● TASK OBJECTIVE: Print only the closing part of the entries. It starts at the line containing "I am building" and includes the final line, exactly as written.

● DATA TO USE:
============

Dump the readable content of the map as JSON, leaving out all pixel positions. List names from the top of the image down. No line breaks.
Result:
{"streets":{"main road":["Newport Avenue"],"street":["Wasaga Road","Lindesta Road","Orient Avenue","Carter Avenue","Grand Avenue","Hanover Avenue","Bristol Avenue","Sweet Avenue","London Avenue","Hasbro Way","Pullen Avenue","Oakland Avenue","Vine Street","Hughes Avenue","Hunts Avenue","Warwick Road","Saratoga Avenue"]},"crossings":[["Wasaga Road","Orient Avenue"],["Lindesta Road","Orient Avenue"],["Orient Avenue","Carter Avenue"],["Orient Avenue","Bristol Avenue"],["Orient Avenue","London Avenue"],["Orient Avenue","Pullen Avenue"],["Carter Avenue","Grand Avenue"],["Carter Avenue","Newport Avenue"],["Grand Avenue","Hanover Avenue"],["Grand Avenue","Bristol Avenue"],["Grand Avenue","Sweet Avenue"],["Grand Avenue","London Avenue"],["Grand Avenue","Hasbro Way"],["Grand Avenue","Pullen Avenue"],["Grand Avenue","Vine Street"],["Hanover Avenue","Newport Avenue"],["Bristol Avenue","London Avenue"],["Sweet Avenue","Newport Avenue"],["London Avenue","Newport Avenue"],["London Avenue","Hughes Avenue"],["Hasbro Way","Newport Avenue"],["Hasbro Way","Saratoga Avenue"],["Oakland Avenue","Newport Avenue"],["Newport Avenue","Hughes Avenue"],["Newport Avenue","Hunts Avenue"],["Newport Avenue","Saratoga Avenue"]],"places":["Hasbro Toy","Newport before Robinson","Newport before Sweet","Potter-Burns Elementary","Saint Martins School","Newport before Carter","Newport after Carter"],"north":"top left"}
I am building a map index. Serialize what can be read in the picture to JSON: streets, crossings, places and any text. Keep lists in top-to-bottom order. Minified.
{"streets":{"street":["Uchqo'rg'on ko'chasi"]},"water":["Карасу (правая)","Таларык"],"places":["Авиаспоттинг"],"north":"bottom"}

============

● ANSWER:
I am building a map index. Serialize what can be read in the picture to JSON: streets, crossings, places and any text. Keep lists in top-to-bottom order. Minified.
{"streets":{"street":["Uchqo'rg'on ko'chasi"]},"water":["Карасу (правая)","Таларык"],"places":["Авиаспоттинг"],"north":"bottom"}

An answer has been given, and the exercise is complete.